Turn on MTV or VH-1, and before long you'll enter a teen-age male's fantasy world: one where women are young and beautiful, scantily clad and sexually available.
This isn't exactly new. Critics have complained for years that music videos portray women as little more than sex objects.
Now, though, some people are taking action to counter the attitude of music videos.
Kenneth Yates, a businessman and TV producer, runs a music video channel called Z Music Television that promises music videos with Christian themes that won't degrade or exploit women.
Sut Jhally, a Massachusetts College professor, has produced a 55-minute educational video tape for students and parents designed to challenge the images delivered by MTV and VH-1.
Mr. Yates says: "Television today carries so many negative images, images of violence and immorality. Z Music Television offers the positive alternative."
Mr. Jhally adds: "We need to start educating kids about the cultural environment we live in."
But Carole Robinson, an MTV vice president, says MTV and VH-1 reflect a pop music culture that has always been partly about sexuality -- going back to Elvis.
"There's a big difference between sexy and sexist," Ms. Robinson says. "Sexuality has been a part of music forever, and it will continue to be."
Perhaps so, but Mr. Yates, 47, who produced the "We Are the World" video, hopes to offer a wholesome alternative in Z Music.
The 24-hour Nashville-based network premiered in 1993, and now reaches about 27 million homes, although some cable operators run it for just a few hours a day.
Z calls itself "positively radical."
"It's music that provides answers," Mr. Yates says. "The lyrics provide hope and encouragement. It's music that makes you feel good and inspires you to look within yourself and your own resourcefulness to deal with your problems. Look to improving your life by giving to others. Acknowledge that there are spiritual values in life that you can turn to that provide comfort and strength."

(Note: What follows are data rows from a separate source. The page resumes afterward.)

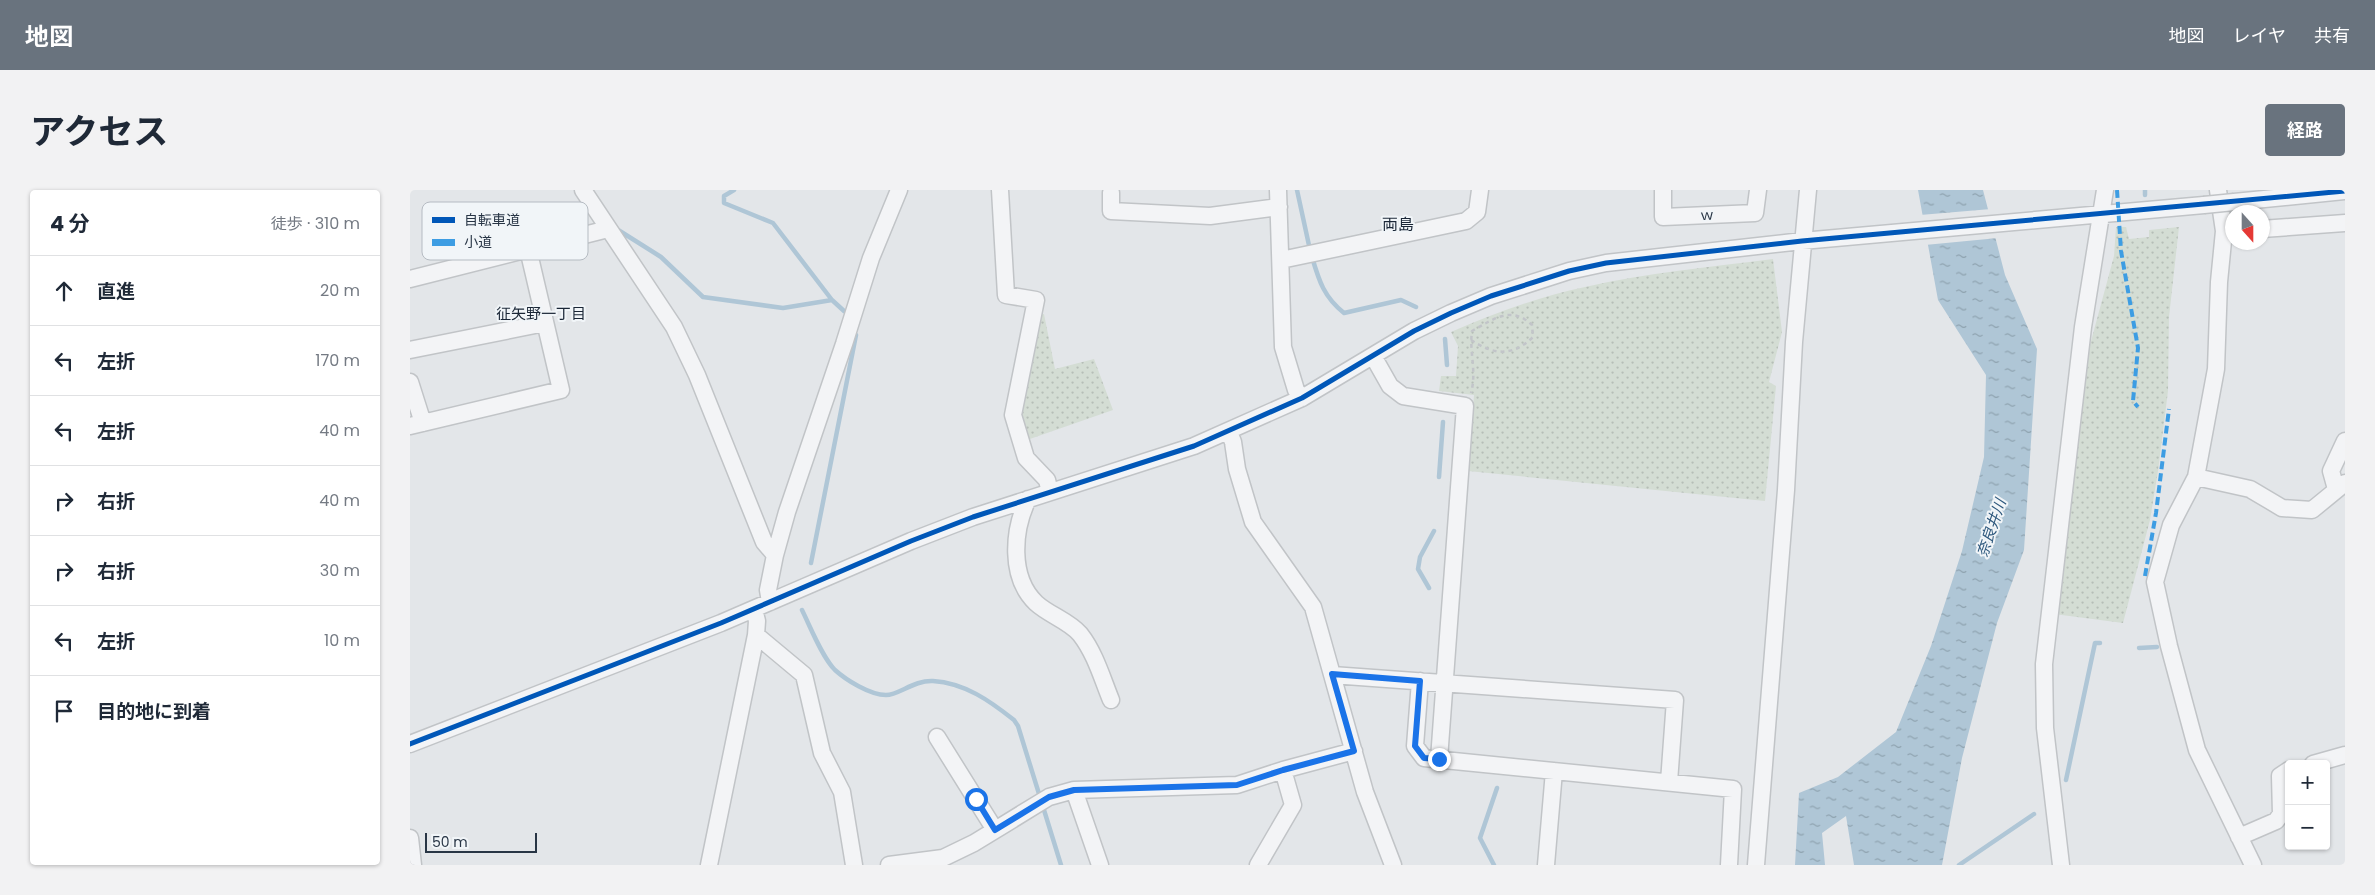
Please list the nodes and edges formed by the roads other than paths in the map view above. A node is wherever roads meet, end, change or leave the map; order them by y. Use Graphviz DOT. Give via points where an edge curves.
graph roads {
  1 [pos="584,190"];
  2 [pos="899,190"];
  3 [pos="1000,190"];
  4 [pos="1278,190"];
  5 [pos="1480,190"];
  6 [pos="1663,190"];
  7 [pos="1758,190"];
  8 [pos="1808,190"];
  9 [pos="2105,190"];
  10 [pos="2218,190"];
  11 [pos="2345,191"];
  12 [pos="1111,193"];
  13 [pos="1279,207"];
  14 [pos="2099,214"];
  15 [pos="2225,219"];
  16 [pos="2345,222"];
  17 [pos="2270,227"];
  18 [pos="608,229"];
  19 [pos="588,234"];
  20 [pos="1806,241"];
  21 [pos="2225,248"];
  22 [pos="485,260"];
  23 [pos="530,260"];
  24 [pos="1282,260"];
  25 [pos="410,279"];
  26 [pos="544,323"];
  27 [pos="410,350"];
  28 [pos="1373,356"];
  29 [pos="410,382"];
  30 [pos="1302,398"];
  31 [pos="416,424"];
  32 [pos="1229,432"];
  33 [pos="2345,440"];
  34 [pos="2196,477"];
  35 [pos="2341,486"];
  36 [pos="1050,492"];
  37 [pos="1028,499"];
  38 [pos="775,554"];
  39 [pos="770,602"];
  40 [pos="754,609"];
  41 [pos="756,635"];
  42 [pos="1332,674"];
  43 [pos="1420,681"];
  44 [pos="1445,683"];
  45 [pos="1111,700"];
  46 [pos="937,737"];
  47 [pos="410,744"];
  48 [pos="1354,751"];
  49 [pos="2345,755"];
  50 [pos="1439,759"];
  51 [pos="2327,760"];
  52 [pos="1283,770"];
  53 [pos="1554,771"];
  54 [pos="2285,773"];
  55 [pos="1669,782"];
  56 [pos="1074,790"];
  57 [pos="995,830"];
  58 [pos="2239,837"];
  59 [pos="410,838"];
  60 [pos="412,864"];
  61 [pos="709,865"];
  62 [pos="854,865"];
  63 [pos="889,865"];
  64 [pos="1100,865"];
  65 [pos="1258,865"];
  66 [pos="1393,865"];
  67 [pos="1546,865"];
  68 [pos="1729,865"];
  69 [pos="1756,865"];
  70 [pos="2061,865"];
  71 [pos="2253,865"];
  1 -- 18 [label="street"];
  2 -- 38 [label="street" via="871,258"];
  3 -- 36 [label="street" via="1006,295 1036,300 1013,415 1026,458 1047,480"];
  4 -- 13 [label="street"];
  5 -- 24 [label="street" via="1477,212 1466,220"];
  6 -- 7 [label="street, ｗ" via="1664,217 1755,213"];
  8 -- 20 [label="street"];
  9 -- 14 [label="street"];
  10 -- 15 [label="street"];
  11 -- 14 [label="street, bridge"];
  12 -- 13 [label="street" via="1111,210 1210,216"];
  13 -- 24 [label="street"];
  14 -- 20 [label="street"];
  14 -- 70 [label="street" via="2044,664 2044,728"];
  16 -- 17 [label="street"];
  18 -- 19 [label="street"];
  18 -- 38 [label="street" via="674,327 697,375 764,542"];
  20 -- 28 [label="street" via="1606,263 1569,271 1451,312"];
  20 -- 69 [label="street"];
  21 -- 34 [label="street" via="2219,282 2216,369"];
  22 -- 25 [label="street"];
  23 -- 26 [label="street"];
  24 -- 30 [label="street" via="1283,347 1296,390"];
  26 -- 27 [label="street"];
  26 -- 31 [label="street" via="561,390"];
  28 -- 30 [label="street"];
  28 -- 44 [label="street" via="1390,386 1403,396 1465,406"];
  29 -- 31 [label="street"];
  30 -- 32 [label="street"];
  32 -- 36 [label="street"];
  32 -- 42 [label="street" via="1253,522 1313,607"];
  33 -- 35 [label="street" via="2331,471"];
  34 -- 35 [label="street" via="2250,489 2282,508 2312,510"];
  34 -- 58 [label="street" via="2170,525 2155,582 2197,750"];
  36 -- 37 [label="street"];
  37 -- 39 [label="street" via="911,541"];
  37 -- 45 [label="street" via="1021,512 1015,565 1022,584 1036,602 1078,632 1088,644"];
  38 -- 39 [label="street" via="768,590"];
  39 -- 40 [label="street"];
  40 -- 41 [label="street"];
  40 -- 47 [label="street"];
  41 -- 61 [label="street"];
  41 -- 62 [label="street" via="804,675 822,754 842,792"];
  42 -- 43 [label="street"];
  42 -- 48 [label="street"];
  43 -- 44 [label="street"];
  43 -- 50 [label="street" via="1415,746 1424,758"];
  44 -- 50 [label="street"];
  44 -- 55 [label="street" via="1675,700"];
  46 -- 57 [label="street"];
  48 -- 52 [label="street"];
  48 -- 66 [label="street" via="1365,792"];
  49 -- 51 [label="street"];
  50 -- 53 [label="street"];
  52 -- 56 [label="street" via="1237,785"];
  52 -- 65 [label="street" via="1293,805"];
  53 -- 55 [label="street"];
  53 -- 67 [label="street"];
  54 -- 58 [label="street" via="2280,776 2281,814 2276,821"];
  55 -- 68 [label="street" via="1733,789"];
  56 -- 57 [label="street" via="1049,797"];
  56 -- 64 [label="street"];
  57 -- 63 [label="street" via="943,858"];
  58 -- 71 [label="street"];
  59 -- 60 [label="street"];
}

"It's a radically different message. It goes against the grain," he says.
The channel isn't preachy, though. Take the name, which grew out of research that found most people think Z is the most exciting, liveliest and distinctive letter of the alphabet. (Q and K aren't far behind.)
"If the network were to be called Christian Music Television, that probably would turn off a lot of youth," Mr. Yates says.
The music is entirely contemporary. There's an afternoon rap show and a late-night program called "Brimstone Chronicles." It is aimed at youths in their teens and 20s who are attracted to what Mr. Yates calls "the music nobody else can stand."